# Parquet file

### Introduction to `parquet` file 

Parquet is an open source column oriented data store created for the Hadoop ecosystem. Wikipedia has a very good entry on column oriented database. I’ll summarise the content here so that the continuity is maintained. Please note that I've shamelessly picked the example from Wikipedia. 

In a database management system (DBMS), commonly and intuitively, data tables are stored as a row rather than columns. Unlike this approach, in the column oriented data storage, data tables are stored as columns. The following example will clear out the difference. A database might have a table as shown below.

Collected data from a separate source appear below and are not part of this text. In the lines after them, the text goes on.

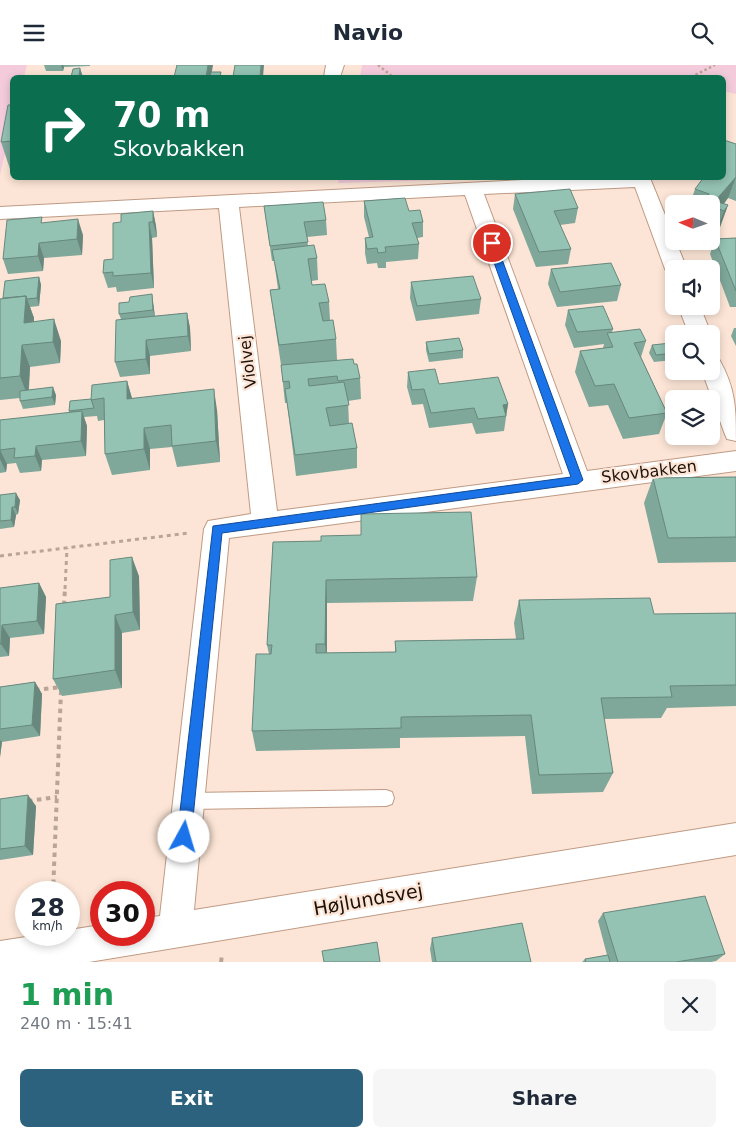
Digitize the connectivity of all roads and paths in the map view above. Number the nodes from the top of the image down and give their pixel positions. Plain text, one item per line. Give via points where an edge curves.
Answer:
1 (378, 65) edge
2 (715, 65) edge
3 (390, 75) edge
4 (695, 75) edge
5 (307, 187) edge
6 (472, 188) junction
7 (228, 201) junction
8 (0, 213) edge
9 (673, 260) edge
10 (717, 380) edge
11 (736, 432) edge
12 (736, 461) edge
13 (578, 480) junction
14 (265, 522) junction
15 (217, 529) junction
16 (67, 548) junction
17 (0, 556) edge
18 (64, 607) edge
19 (62, 677) edge
20 (61, 687) junction
21 (26, 692) edge
22 (57, 797) junction
23 (386, 798) dead end
24 (188, 801) junction
25 (19, 803) edge
26 (736, 839) edge
27 (54, 881) edge
28 (178, 929) junction
29 (0, 959) edge

1 - 3 path
2 - 4 path
5 - 6 street
5 - 7 street
6 - 9 street via 644,182
6 - 13 street
7 - 8 street
7 - 14 street, Violvej
10 - 11 street
12 - 13 street, Skovbakken
13 - 14 street, Skovbakken
14 - 15 street, Skovbakken
15 - 16 path
15 - 24 street
16 - 17 path
16 - 18 path
19 - 20 path
20 - 21 path
20 - 22 path
22 - 25 path
22 - 27 path
23 - 24 lane
24 - 28 street via 177,909
26 - 28 street, Højlundsvej
28 - 29 street, Højlundsvej

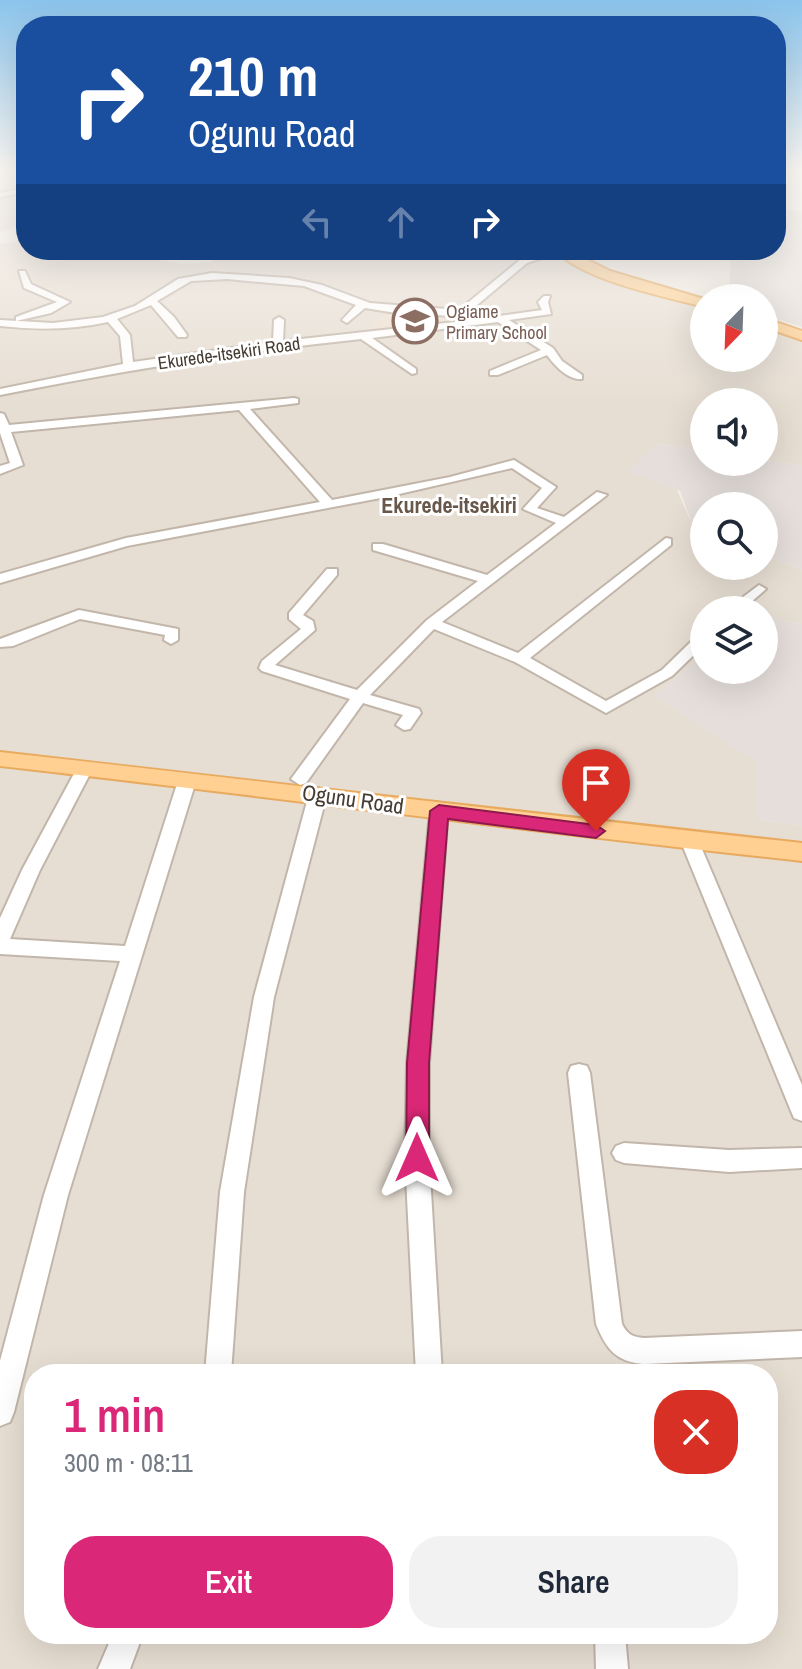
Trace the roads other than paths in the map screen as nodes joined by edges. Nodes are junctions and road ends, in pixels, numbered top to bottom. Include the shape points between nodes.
1 (530, 260) edge
2 (572, 260) edge
3 (581, 260) edge
4 (22, 273) dead end
5 (690, 296) edge
6 (690, 297) edge
7 (547, 298) dead end
8 (152, 301) junction
9 (363, 304) junction
10 (110, 318) junction
11 (460, 318) junction
12 (279, 320) dead end
13 (347, 320) dead end
14 (502, 320) junction
15 (1, 324) edge
16 (778, 325) edge
17 (802, 334) edge
18 (182, 335) dead end
19 (364, 337) junction
20 (278, 345) junction
21 (549, 350) junction
22 (128, 366) junction
23 (412, 371) dead end
24 (494, 373) dead end
25 (578, 377) dead end
26 (0, 392) edge
27 (294, 401) dead end
28 (243, 408) junction
29 (0, 416) edge
30 (5, 429) junction
31 (0, 470) edge
32 (601, 495) dead end
33 (329, 504) junction
34 (567, 522) junction
35 (666, 542) dead end
36 (378, 547) dead end
37 (332, 572) dead end
38 (0, 579) edge
39 (486, 579) junction
40 (759, 589) dead end
41 (750, 596) edge
42 (432, 623) junction
43 (171, 640) dead end
44 (0, 643) edge
45 (690, 651) edge
46 (520, 659) junction
47 (359, 697) junction
48 (404, 725) dead end
49 (0, 745) edge
50 (0, 759) edge
51 (85, 768) junction
52 (241, 780) junction
53 (187, 781) junction
54 (309, 786) junction
55 (439, 811) junction
56 (802, 837) edge
57 (690, 842) junction
58 (802, 852) edge
59 (0, 943) edge
60 (131, 954) junction
61 (579, 1073) dead end
62 (802, 1111) edge
63 (624, 1153) dead end
64 (802, 1158) edge
65 (802, 1344) edge
66 (219, 1364) edge
67 (428, 1364) edge
68 (0, 1412) edge
69 (124, 1644) edge
70 (611, 1644) edge
71 (114, 1669) edge
72 (612, 1669) edge

1 - 11 street
2 - 6 main road
3 - 5 main road
4 - 15 street via 27,286 65,302
7 - 14 street via 543,302 548,312
8 - 9 street via 191,277 244,276 313,286
8 - 10 street
8 - 18 street
9 - 11 street
9 - 13 street
10 - 15 street via 71,325
10 - 22 street via 125,335
11 - 14 street
11 - 19 street, Ekurede-itsekiri Road
12 - 20 street
14 - 21 street
16 - 17 main road
19 - 20 street, Ekurede-itsekiri Road
19 - 23 street
20 - 22 street, Ekurede-itsekiri Road
21 - 24 street
21 - 25 street
22 - 26 street, Ekurede-itsekiri Road
27 - 28 street
28 - 30 street
28 - 33 street
29 - 30 street
30 - 31 street via 17,465
32 - 34 street
33 - 34 street via 453,482 514,464 550,487 529,509
33 - 38 street via 101,550
34 - 39 street
35 - 46 street
36 - 39 street
37 - 47 street via 294,616 308,624 308,630 267,668
39 - 42 street
40 - 41 street
42 - 46 street
42 - 47 street
43 - 44 street via 173,632 161,628 79,614
45 - 46 street via 667,673 606,708
47 - 48 street via 413,713
47 - 54 street
49 - 52 main road, Ogunu Road
50 - 51 main road, Ogunu Road
51 - 53 main road, Ogunu Road
51 - 59 street via 31,870
52 - 53 main road, Ogunu Road
52 - 54 main road, Ogunu Road
53 - 60 street
54 - 55 main road, Ogunu Road
54 - 56 main road, Ogunu Road
54 - 66 street via 262,1012 232,1192
55 - 57 main road, Ogunu Road
55 - 67 street via 418,1063 417,1158
57 - 58 main road, Ogunu Road
57 - 62 street
59 - 60 street
60 - 68 street via 56,1195
61 - 65 street via 615,1341 627,1350 644,1351
63 - 64 street via 729,1161
69 - 71 street
70 - 72 street

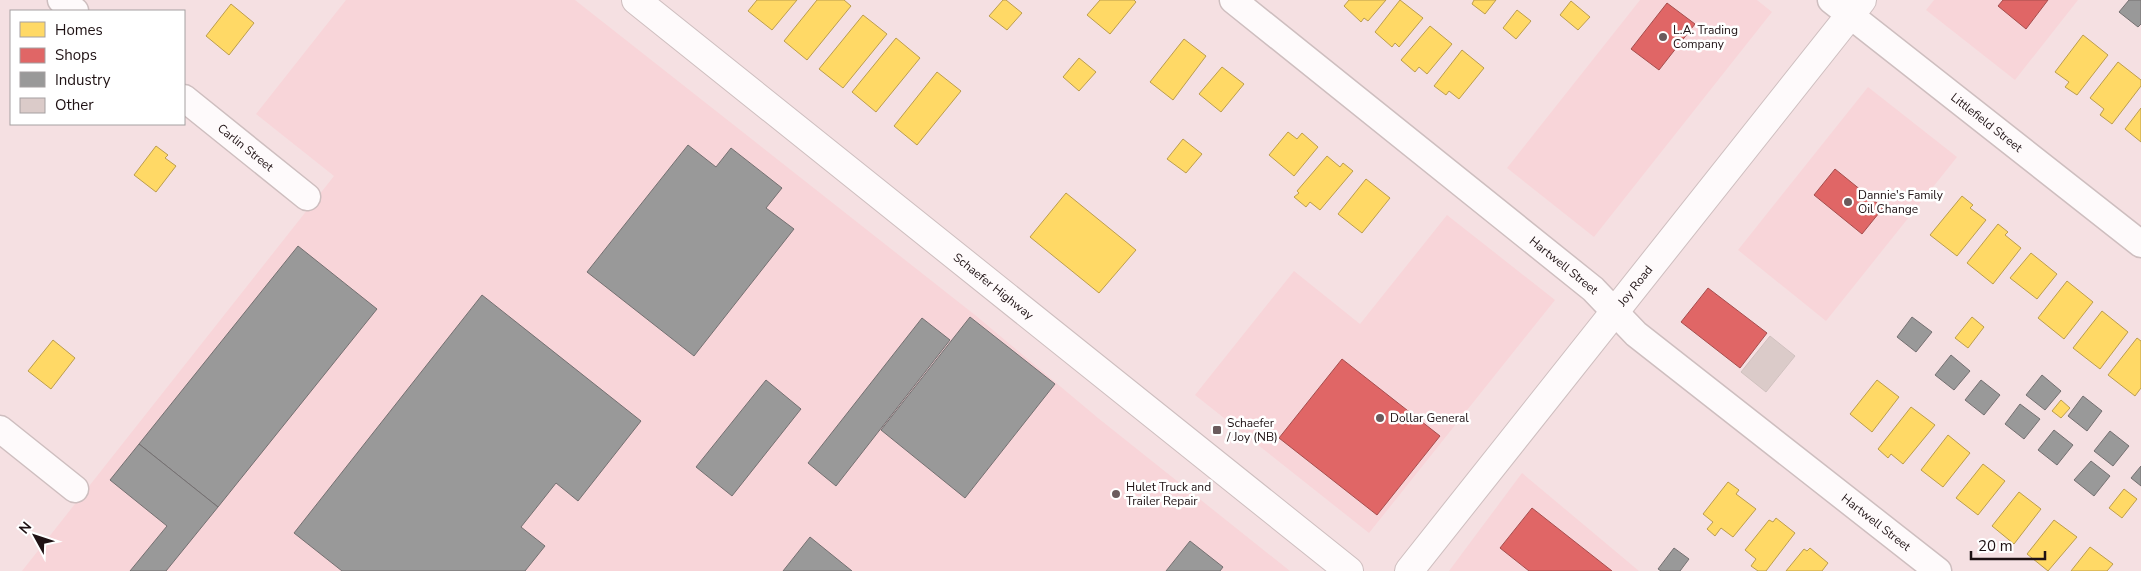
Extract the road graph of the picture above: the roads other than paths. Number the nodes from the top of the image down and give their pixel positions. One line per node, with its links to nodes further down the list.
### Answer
1 (61, 0): 5 (street)
2 (636, 0): 12 (main road, Schaefer Highway)
3 (1233, 0): 9 (street, Hartwell Street)
4 (1848, 5): 8 (street, Littlefield Street); 9 (main road, Joy Road)
5 (74, 10)
6 (185, 99): 7 (street, Carlin Street)
7 (307, 196)
8 (2141, 244)
9 (1614, 311): 13 (main road, Joy Road); 14 (street, Hartwell Street)
10 (0, 429): 11 (street)
11 (75, 489)
12 (1349, 571)
13 (1409, 571)
14 (1938, 571)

| RowID | EmpID   | LastName | FirstName   | Salary |
|------|------|------|------|------|
| 001  | 10| Smith| Joe| 40000| 
|------|------|------|------|------|
| 002  | 12| Jones | Mary   |50000 |  
|------|------|------|------|------|
| 003  | 11|Johnson|Cathy|44000|
|------|------|------|------|------|
| 004  |22|Jones|Bob|55000|


The 2D tabular representation of information is actually an abstraction of the manner in which data is stored in a hardware.  Storage hardware require the data to be serialized in some form. Serialization is done in such a manner that the number of seeks in the hard disk can be minimized. This is because ‘seek’ is the most expensive operation in hard disks. 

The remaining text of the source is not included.